Given that White repeatedly risked his life in his battle to stop America’s sickening cycle of lynchings, his story felt particularly timely as the nation reckoned with the murders of George Floyd and Ahmaud Arbery.

White would know better than to buy the common refrain that “that’s not who we are as Americans”; he told us who we really were. Still, Baime believes he would be surprised and dismayed by the persistence of systemic racism: “He spent his career trying to turn America into a place where these kinds of things don’t happen. When he died he felt a lot of pride about the progress that was made during his lifetime.”

Cover of the book "White Lies: The Double Life of Walter F. White and America's Darkest Secret"
(HarperCollins)

Baime also asks why White is forgotten today. His greatest fame preceded the ubiquity of television, for one thing. But he was also overtaken by the next generation. “Walter could see the movement splintering politically,” he says, adding that White opposed W.E.B. Du Bois’ Black nationalism and was “criticized by the far left for embracing the mainstream political system.”
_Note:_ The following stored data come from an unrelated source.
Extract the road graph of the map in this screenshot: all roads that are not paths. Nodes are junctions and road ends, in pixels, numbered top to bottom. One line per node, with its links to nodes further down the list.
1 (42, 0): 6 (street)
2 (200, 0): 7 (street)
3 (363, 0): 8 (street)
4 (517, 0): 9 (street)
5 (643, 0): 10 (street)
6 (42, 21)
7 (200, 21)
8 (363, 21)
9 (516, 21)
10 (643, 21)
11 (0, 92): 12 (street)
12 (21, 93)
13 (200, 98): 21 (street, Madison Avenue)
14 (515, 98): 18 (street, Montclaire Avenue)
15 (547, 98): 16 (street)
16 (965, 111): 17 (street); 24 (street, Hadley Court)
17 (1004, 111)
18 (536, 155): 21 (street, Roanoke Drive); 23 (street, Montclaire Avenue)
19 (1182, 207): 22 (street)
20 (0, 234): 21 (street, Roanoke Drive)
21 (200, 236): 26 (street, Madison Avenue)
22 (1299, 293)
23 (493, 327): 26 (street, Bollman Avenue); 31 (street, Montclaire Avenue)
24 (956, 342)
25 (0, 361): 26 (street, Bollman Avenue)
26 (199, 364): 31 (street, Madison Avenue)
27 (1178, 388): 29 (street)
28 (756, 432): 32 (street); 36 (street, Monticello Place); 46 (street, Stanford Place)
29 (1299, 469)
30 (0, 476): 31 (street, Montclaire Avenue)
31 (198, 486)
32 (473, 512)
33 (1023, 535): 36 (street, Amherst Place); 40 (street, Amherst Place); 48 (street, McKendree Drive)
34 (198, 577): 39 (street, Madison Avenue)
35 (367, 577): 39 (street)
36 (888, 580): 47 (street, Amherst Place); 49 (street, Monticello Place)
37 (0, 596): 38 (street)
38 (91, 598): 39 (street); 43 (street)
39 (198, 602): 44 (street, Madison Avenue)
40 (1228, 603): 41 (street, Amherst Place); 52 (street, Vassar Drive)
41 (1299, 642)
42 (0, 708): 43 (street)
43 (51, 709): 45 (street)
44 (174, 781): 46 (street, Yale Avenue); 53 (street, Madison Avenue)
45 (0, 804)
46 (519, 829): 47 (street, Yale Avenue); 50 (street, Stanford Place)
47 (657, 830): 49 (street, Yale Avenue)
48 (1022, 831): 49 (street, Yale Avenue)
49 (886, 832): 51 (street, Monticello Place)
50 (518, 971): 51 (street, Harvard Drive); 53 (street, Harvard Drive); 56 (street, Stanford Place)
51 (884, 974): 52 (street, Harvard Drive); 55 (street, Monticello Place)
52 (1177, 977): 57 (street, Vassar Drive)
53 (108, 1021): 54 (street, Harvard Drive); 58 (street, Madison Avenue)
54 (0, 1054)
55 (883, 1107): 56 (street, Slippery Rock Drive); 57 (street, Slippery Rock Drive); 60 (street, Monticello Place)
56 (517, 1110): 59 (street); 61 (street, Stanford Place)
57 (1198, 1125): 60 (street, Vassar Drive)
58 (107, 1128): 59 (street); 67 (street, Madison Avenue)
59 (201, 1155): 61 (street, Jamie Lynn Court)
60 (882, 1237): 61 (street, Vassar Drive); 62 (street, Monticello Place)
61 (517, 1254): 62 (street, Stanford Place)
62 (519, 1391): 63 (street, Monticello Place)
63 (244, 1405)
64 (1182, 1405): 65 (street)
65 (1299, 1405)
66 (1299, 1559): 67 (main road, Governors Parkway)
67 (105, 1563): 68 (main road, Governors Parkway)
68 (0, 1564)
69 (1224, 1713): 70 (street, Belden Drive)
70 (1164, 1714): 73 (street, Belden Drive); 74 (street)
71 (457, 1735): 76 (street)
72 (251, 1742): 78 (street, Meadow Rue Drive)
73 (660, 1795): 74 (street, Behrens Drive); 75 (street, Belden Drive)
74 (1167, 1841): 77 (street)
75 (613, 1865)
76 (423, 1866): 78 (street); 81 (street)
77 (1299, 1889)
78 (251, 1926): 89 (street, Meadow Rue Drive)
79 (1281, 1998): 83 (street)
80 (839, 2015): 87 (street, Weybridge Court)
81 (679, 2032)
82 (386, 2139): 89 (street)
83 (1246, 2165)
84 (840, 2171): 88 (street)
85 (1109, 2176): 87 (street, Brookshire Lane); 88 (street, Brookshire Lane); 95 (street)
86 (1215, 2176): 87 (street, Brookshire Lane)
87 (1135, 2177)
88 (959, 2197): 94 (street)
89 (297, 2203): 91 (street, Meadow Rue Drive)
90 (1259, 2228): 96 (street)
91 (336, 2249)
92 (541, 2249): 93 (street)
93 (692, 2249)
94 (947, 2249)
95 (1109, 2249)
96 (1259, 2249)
It’s also undeniable, Baime adds, that followers of Malcolm X and the Black Panthers would never honor a man who looked white as “the foundation of their movement.” The last straw, he argues, was White’s divorce from his Black wife in order to marry his white mistress. “With all that, it wasn’t too hard for his story to disappear.”

Baime poured everything he had into remedying the erasure, researching horrific lynchings and wrestling with how much to include. “I cried every single day I wrote this book,” he says. “Not even my wife knows that. I run four or five miles every day, and I’d just stop and go, ‘Aagghh.’”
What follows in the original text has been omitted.